**WHAT TO PRODUCE**
Find the word "Фабричная" in the listing. Copy out each line where it occurs.

=== Begin Enclosure ===

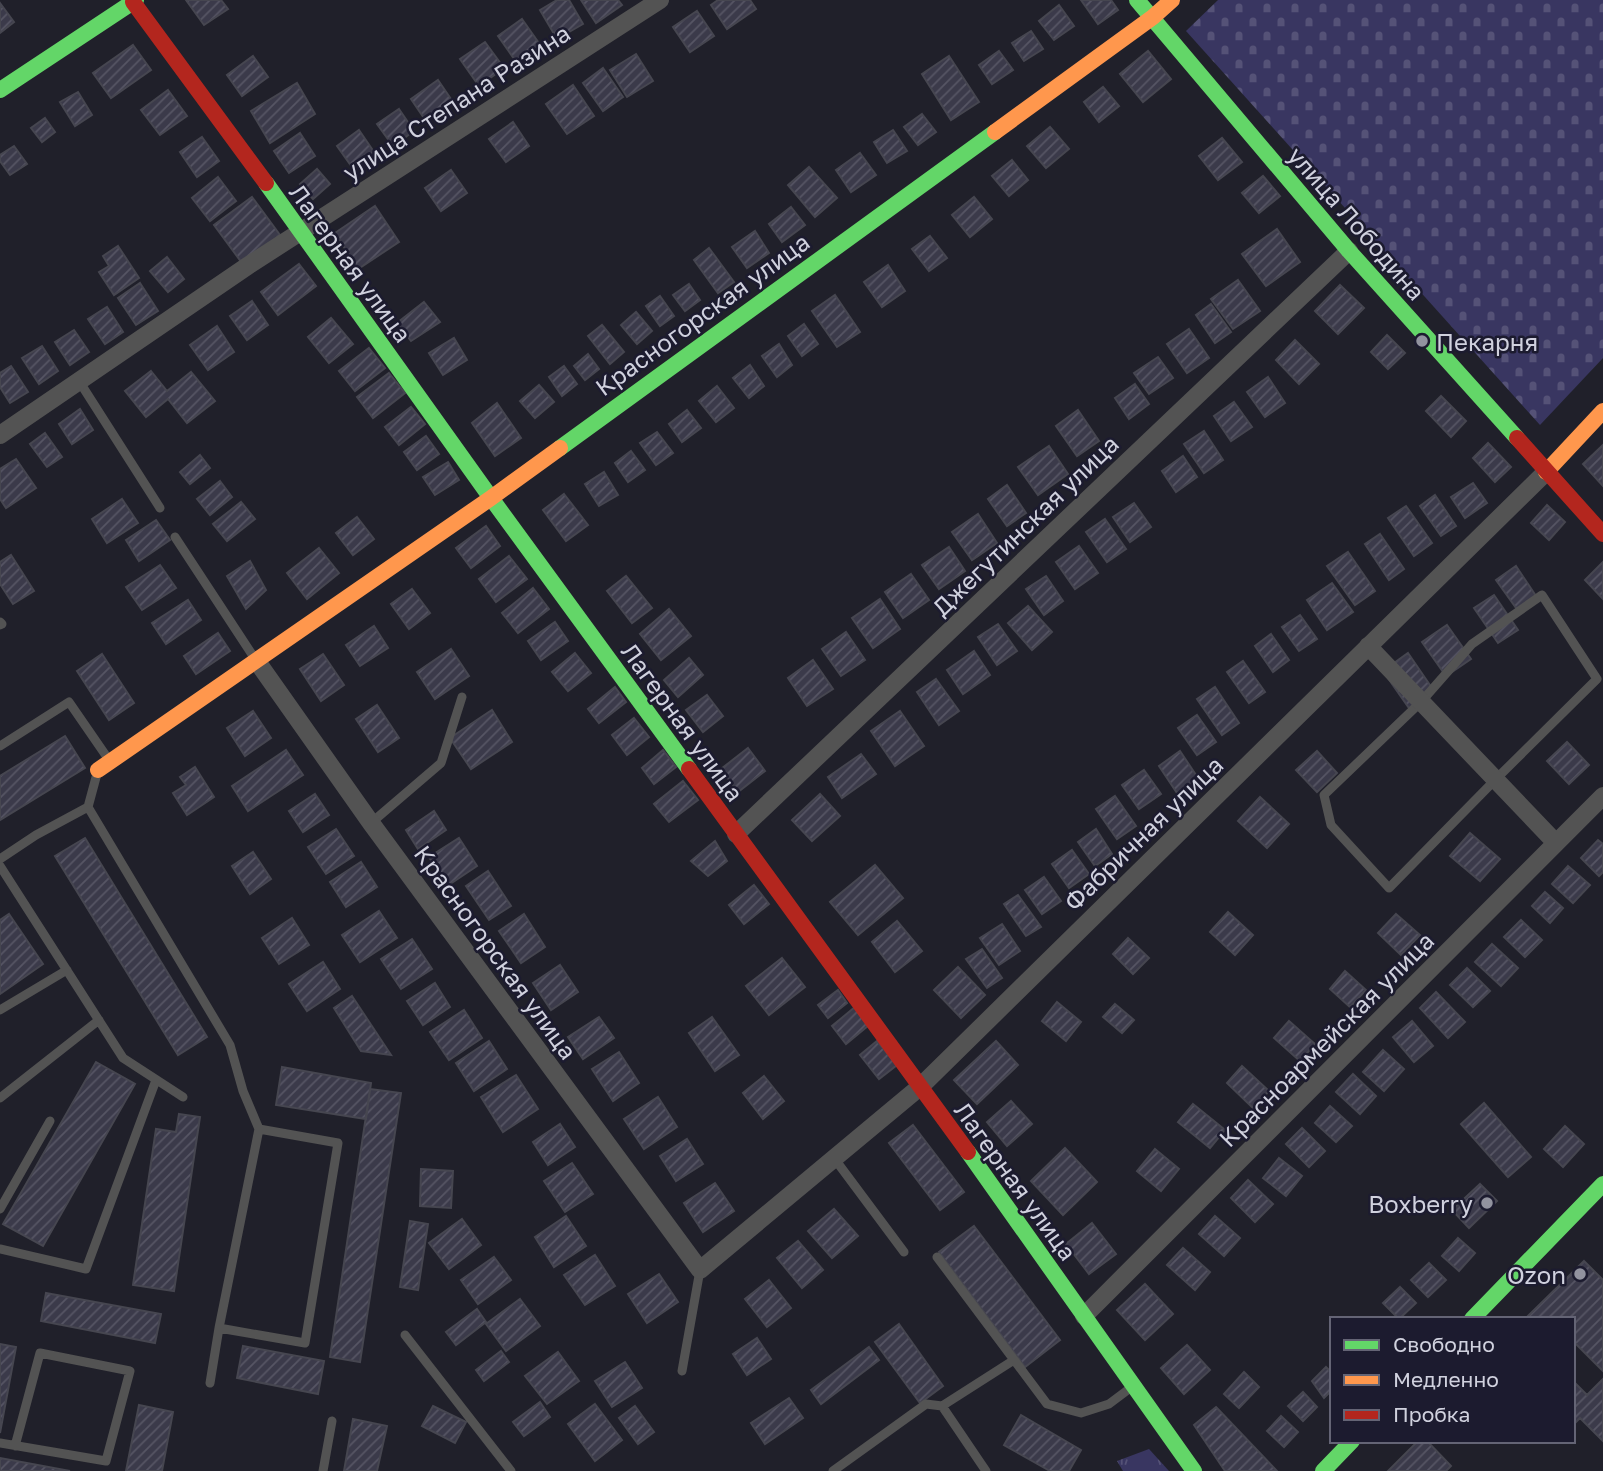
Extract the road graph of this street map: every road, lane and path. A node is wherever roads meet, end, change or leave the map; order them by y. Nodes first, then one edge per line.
1 (660, 0) edge
2 (1137, 0) edge
3 (1172, 0) edge
4 (134, 1) edge
5 (1153, 17) junction
6 (0, 90) edge
7 (301, 231) junction
8 (1349, 251) junction
9 (79, 381) junction
10 (1603, 411) edge
11 (0, 435) edge
12 (1546, 472) junction
13 (491, 498) junction
14 (160, 508) dead end
15 (1603, 534) edge
16 (175, 537) dead end
17 (1368, 646) junction
18 (256, 660) junction
19 (461, 696) dead end
20 (1421, 702) junction
21 (0, 746) edge
22 (104, 766) junction
23 (1496, 779) junction
24 (1603, 796) edge
25 (88, 807) junction
26 (370, 823) junction
27 (736, 834) junction
28 (1556, 843) junction
29 (0, 859) edge
30 (0, 866) edge
31 (66, 970) junction
32 (0, 1010) edge
33 (99, 1020) junction
34 (156, 1080) junction
35 (920, 1086) junction
36 (183, 1097) dead end
37 (0, 1098) edge
38 (50, 1121) dead end
39 (259, 1129) junction
40 (834, 1158) junction
41 (1603, 1184) edge
42 (0, 1209) edge
43 (0, 1249) edge
44 (904, 1252) dead end
45 (937, 1257) dead end
46 (700, 1270) junction
47 (1084, 1315) junction
48 (1474, 1317) edge
49 (219, 1328) junction
50 (405, 1335) dead end
51 (1014, 1360) junction
52 (682, 1371) dead end
53 (210, 1384) dead end
54 (1133, 1386) junction
55 (942, 1406) junction
56 (332, 1421) dead end
57 (0, 1443) edge
58 (1350, 1443) edge
59 (15, 1446) junction
60 (323, 1471) edge
61 (511, 1471) edge
62 (833, 1471) edge
63 (986, 1471) edge
64 (1194, 1471) edge
65 (1323, 1471) edge

1 - 7 street, улица Степана Разина
2 - 5 street, улица Лободина
3 - 5 street, Красногорская улица
4 - 6 street
4 - 7 street, Лагерная улица
5 - 8 street, улица Лободина
5 - 13 street, Красногорская улица
7 - 9 street, улица Степана Разина
7 - 13 street, Лагерная улица
8 - 12 street, улица Лободина
8 - 27 street, Джегутинская улица
9 - 11 street, улица Степана Разина
9 - 14 lane
10 - 12 street, Фабричная улица
12 - 15 street, улица Лободина
12 - 17 street, Фабричная улица
13 - 18 street, Красногорская улица
13 - 27 street, Лагерная улица
16 - 18 lane
17 - 20 street
17 - 35 street, Фабричная улица
18 - 22 street, Красногорская улица
18 - 26 street, Красногорская улица
19 - 26 lane
20 - 23 street
20 - 23 lane
20 - 23 lane
21 - 22 lane
22 - 25 lane
23 - 28 street
24 - 28 street, Красноармейская улица
25 - 29 lane
25 - 39 lane
26 - 46 street, Красногорская улица
27 - 35 street, Лагерная улица
28 - 47 street, Красноармейская улица
30 - 31 lane
31 - 32 lane
31 - 33 lane
33 - 34 lane
33 - 37 lane
34 - 36 lane
34 - 43 lane
35 - 40 street, Фабричная улица
35 - 47 street, Лагерная улица
38 - 42 lane
39 - 49 lane
39 - 49 lane
40 - 44 lane
40 - 46 street, Фабричная улица
41 - 48 street
45 - 51 lane
46 - 52 lane
47 - 54 street, Лагерная улица
49 - 53 lane
50 - 61 lane
51 - 54 lane
51 - 55 lane
54 - 64 street, Лагерная улица
55 - 62 lane
55 - 63 lane
56 - 60 lane
57 - 59 lane
58 - 65 street
59 - 59 lane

=== End Enclosure ===

**RESPONSE FOR THIS EXERCISE**
10 - 12 street, Фабричная улица
12 - 17 street, Фабричная улица
17 - 35 street, Фабричная улица
35 - 40 street, Фабричная улица
40 - 46 street, Фабричная улица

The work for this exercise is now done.